WORK REQUIRED: Exactly repeat the full listing that follows.

SUPPLIED MATERIAL:

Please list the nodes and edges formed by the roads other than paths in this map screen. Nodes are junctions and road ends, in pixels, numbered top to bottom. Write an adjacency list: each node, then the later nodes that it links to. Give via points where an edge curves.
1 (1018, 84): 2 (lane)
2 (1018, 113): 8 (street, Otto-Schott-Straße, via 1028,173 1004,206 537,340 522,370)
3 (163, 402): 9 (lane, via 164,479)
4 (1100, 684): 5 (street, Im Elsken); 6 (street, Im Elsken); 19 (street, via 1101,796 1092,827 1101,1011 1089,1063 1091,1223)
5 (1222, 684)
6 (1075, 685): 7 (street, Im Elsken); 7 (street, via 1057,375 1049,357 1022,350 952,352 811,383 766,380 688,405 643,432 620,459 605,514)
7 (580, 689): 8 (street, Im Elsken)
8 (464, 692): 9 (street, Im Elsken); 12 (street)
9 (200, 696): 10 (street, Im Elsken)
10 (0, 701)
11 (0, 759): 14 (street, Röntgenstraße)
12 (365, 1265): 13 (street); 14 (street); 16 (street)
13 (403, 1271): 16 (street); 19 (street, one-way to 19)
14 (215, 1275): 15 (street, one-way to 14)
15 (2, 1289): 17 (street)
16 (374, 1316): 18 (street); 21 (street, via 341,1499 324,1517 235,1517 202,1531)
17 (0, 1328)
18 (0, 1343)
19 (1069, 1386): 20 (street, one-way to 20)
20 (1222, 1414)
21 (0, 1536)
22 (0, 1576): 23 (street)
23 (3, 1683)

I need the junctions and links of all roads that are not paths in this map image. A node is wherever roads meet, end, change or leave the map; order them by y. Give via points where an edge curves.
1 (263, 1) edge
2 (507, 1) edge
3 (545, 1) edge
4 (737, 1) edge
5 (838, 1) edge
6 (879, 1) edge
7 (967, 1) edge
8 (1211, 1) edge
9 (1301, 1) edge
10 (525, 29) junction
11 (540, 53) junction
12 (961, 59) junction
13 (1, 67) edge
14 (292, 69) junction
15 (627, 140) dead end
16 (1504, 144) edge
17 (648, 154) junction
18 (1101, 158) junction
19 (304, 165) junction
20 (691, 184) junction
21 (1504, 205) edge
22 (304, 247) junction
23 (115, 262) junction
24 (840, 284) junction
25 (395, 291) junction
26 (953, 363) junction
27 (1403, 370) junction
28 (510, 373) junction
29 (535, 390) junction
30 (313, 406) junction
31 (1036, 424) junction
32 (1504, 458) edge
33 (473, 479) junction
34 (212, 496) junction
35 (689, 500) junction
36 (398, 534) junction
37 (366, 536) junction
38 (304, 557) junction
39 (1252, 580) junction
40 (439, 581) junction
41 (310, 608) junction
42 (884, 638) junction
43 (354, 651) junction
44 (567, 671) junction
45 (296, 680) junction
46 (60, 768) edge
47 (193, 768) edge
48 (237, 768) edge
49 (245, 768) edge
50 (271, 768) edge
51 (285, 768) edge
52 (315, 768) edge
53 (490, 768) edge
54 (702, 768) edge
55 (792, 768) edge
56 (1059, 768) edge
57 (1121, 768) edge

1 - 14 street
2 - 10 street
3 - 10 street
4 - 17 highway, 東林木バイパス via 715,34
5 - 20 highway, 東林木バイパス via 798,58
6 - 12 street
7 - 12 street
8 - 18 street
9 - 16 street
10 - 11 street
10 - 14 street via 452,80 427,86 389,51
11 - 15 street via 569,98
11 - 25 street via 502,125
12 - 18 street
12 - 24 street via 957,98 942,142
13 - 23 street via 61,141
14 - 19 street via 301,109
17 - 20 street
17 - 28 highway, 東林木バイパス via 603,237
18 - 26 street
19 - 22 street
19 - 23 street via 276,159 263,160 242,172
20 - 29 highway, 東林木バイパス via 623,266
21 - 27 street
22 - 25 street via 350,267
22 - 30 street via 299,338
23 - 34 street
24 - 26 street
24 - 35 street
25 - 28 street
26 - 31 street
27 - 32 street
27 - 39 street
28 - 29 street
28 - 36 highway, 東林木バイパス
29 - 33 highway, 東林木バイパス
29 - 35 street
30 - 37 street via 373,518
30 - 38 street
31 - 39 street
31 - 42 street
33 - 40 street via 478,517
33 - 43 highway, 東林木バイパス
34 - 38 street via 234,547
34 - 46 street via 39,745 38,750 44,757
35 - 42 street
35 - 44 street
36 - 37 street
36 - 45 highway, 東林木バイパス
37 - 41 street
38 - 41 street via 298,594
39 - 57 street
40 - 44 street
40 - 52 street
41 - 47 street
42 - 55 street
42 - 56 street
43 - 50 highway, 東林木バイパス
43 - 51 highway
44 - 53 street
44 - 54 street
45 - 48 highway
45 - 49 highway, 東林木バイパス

RESULT FOR THIS EXERCISE:
Please list the nodes and edges formed by the roads other than paths in this map screen. Nodes are junctions and road ends, in pixels, numbered top to bottom. Write an adjacency list: each node, then the later nodes that it links to. Give via points where an edge curves.
1 (1018, 84): 2 (lane)
2 (1018, 113): 8 (street, Otto-Schott-Straße, via 1028,173 1004,206 537,340 522,370)
3 (163, 402): 9 (lane, via 164,479)
4 (1100, 684): 5 (street, Im Elsken); 6 (street, Im Elsken); 19 (street, via 1101,796 1092,827 1101,1011 1089,1063 1091,1223)
5 (1222, 684)
6 (1075, 685): 7 (street, Im Elsken); 7 (street, via 1057,375 1049,357 1022,350 952,352 811,383 766,380 688,405 643,432 620,459 605,514)
7 (580, 689): 8 (street, Im Elsken)
8 (464, 692): 9 (street, Im Elsken); 12 (street)
9 (200, 696): 10 (street, Im Elsken)
10 (0, 701)
11 (0, 759): 14 (street, Röntgenstraße)
12 (365, 1265): 13 (street); 14 (street); 16 (street)
13 (403, 1271): 16 (street); 19 (street, one-way to 19)
14 (215, 1275): 15 (street, one-way to 14)
15 (2, 1289): 17 (street)
16 (374, 1316): 18 (street); 21 (street, via 341,1499 324,1517 235,1517 202,1531)
17 (0, 1328)
18 (0, 1343)
19 (1069, 1386): 20 (street, one-way to 20)
20 (1222, 1414)
21 (0, 1536)
22 (0, 1576): 23 (street)
23 (3, 1683)

I need the junctions and links of all roads that are not paths in this map image. A node is wherever roads meet, end, change or leave the map; order them by y. Give via points where an edge curves.
1 (263, 1) edge
2 (507, 1) edge
3 (545, 1) edge
4 (737, 1) edge
5 (838, 1) edge
6 (879, 1) edge
7 (967, 1) edge
8 (1211, 1) edge
9 (1301, 1) edge
10 (525, 29) junction
11 (540, 53) junction
12 (961, 59) junction
13 (1, 67) edge
14 (292, 69) junction
15 (627, 140) dead end
16 (1504, 144) edge
17 (648, 154) junction
18 (1101, 158) junction
19 (304, 165) junction
20 (691, 184) junction
21 (1504, 205) edge
22 (304, 247) junction
23 (115, 262) junction
24 (840, 284) junction
25 (395, 291) junction
26 (953, 363) junction
27 (1403, 370) junction
28 (510, 373) junction
29 (535, 390) junction
30 (313, 406) junction
31 (1036, 424) junction
32 (1504, 458) edge
33 (473, 479) junction
34 (212, 496) junction
35 (689, 500) junction
36 (398, 534) junction
37 (366, 536) junction
38 (304, 557) junction
39 (1252, 580) junction
40 (439, 581) junction
41 (310, 608) junction
42 (884, 638) junction
43 (354, 651) junction
44 (567, 671) junction
45 (296, 680) junction
46 (60, 768) edge
47 (193, 768) edge
48 (237, 768) edge
49 (245, 768) edge
50 (271, 768) edge
51 (285, 768) edge
52 (315, 768) edge
53 (490, 768) edge
54 (702, 768) edge
55 (792, 768) edge
56 (1059, 768) edge
57 (1121, 768) edge

1 - 14 street
2 - 10 street
3 - 10 street
4 - 17 highway, 東林木バイパス via 715,34
5 - 20 highway, 東林木バイパス via 798,58
6 - 12 street
7 - 12 street
8 - 18 street
9 - 16 street
10 - 11 street
10 - 14 street via 452,80 427,86 389,51
11 - 15 street via 569,98
11 - 25 street via 502,125
12 - 18 street
12 - 24 street via 957,98 942,142
13 - 23 street via 61,141
14 - 19 street via 301,109
17 - 20 street
17 - 28 highway, 東林木バイパス via 603,237
18 - 26 street
19 - 22 street
19 - 23 street via 276,159 263,160 242,172
20 - 29 highway, 東林木バイパス via 623,266
21 - 27 street
22 - 25 street via 350,267
22 - 30 street via 299,338
23 - 34 street
24 - 26 street
24 - 35 street
25 - 28 street
26 - 31 street
27 - 32 street
27 - 39 street
28 - 29 street
28 - 36 highway, 東林木バイパス
29 - 33 highway, 東林木バイパス
29 - 35 street
30 - 37 street via 373,518
30 - 38 street
31 - 39 street
31 - 42 street
33 - 40 street via 478,517
33 - 43 highway, 東林木バイパス
34 - 38 street via 234,547
34 - 46 street via 39,745 38,750 44,757
35 - 42 street
35 - 44 street
36 - 37 street
36 - 45 highway, 東林木バイパス
37 - 41 street
38 - 41 street via 298,594
39 - 57 street
40 - 44 street
40 - 52 street
41 - 47 street
42 - 55 street
42 - 56 street
43 - 50 highway, 東林木バイパス
43 - 51 highway
44 - 53 street
44 - 54 street
45 - 48 highway
45 - 49 highway, 東林木バイパス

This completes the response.